The connector client interface also exposes the addNotificationListener method so that notifications can be received in remote management applications. Standard proxies expose this method as well and transmit any listener registrations through the connector client.
Listeners do not need to be aware that they are remote. The connector transmits registration requests and forwards notifications back to the listeners. The whole process is transparent to the listener and to the management components.
As shown in Figure 2–3, the connector components implement a complex mechanism for registering remote listeners and forwarding notifications. Because notifications are based on the Java event model, broadcasters cannot send notifications outside their Java virtual machine. So the connector server instantiates local listeners that receive all notifications and place them in a cache buffer, waiting to be sent to the manager application. The enables the connector to avoid saturating the communication layer in case of a burst of notifications.

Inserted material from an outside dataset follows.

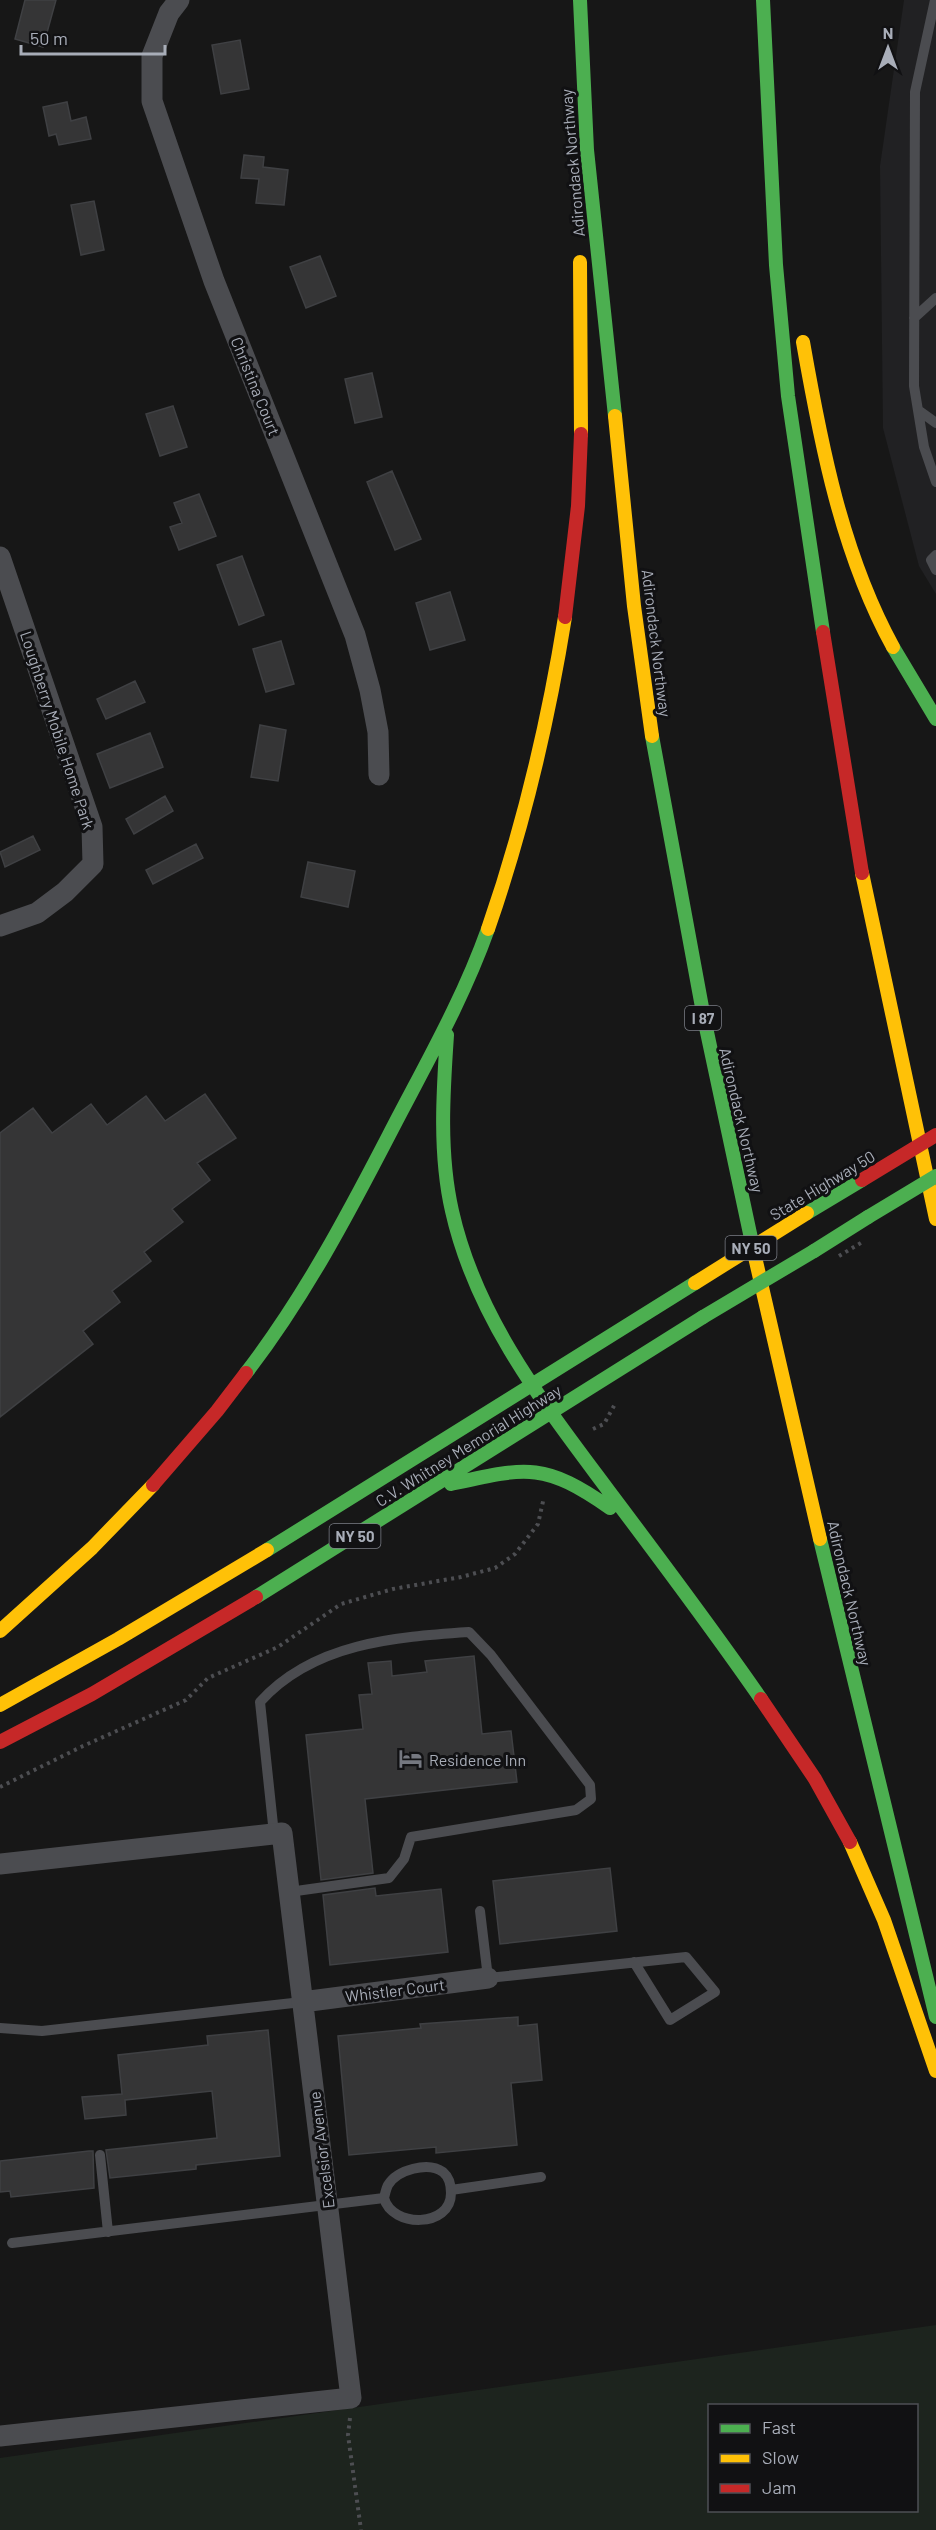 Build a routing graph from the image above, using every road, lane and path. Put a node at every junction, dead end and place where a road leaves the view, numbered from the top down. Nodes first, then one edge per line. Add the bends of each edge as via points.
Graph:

Notifications either can be pushed from the agent to the connector client as they are received, or they can be pulled periodically at the client's request. The pushing mechanism is the simplest, but the pull mechanism can be used to group notifications and reduce bandwidth usage. In either case the connector client then acts as a broadcaster and sends the notifications to their intended listeners.
The management application configures the forwarding mechanism through the connector client. The manager can choose either push or pull mode, and in pull mode it can set the pull interval and the caching policy. The manager should set these parameters according to the notification emission rate, to avoid saturating the communication layer and yet receive notifications in a timely manner.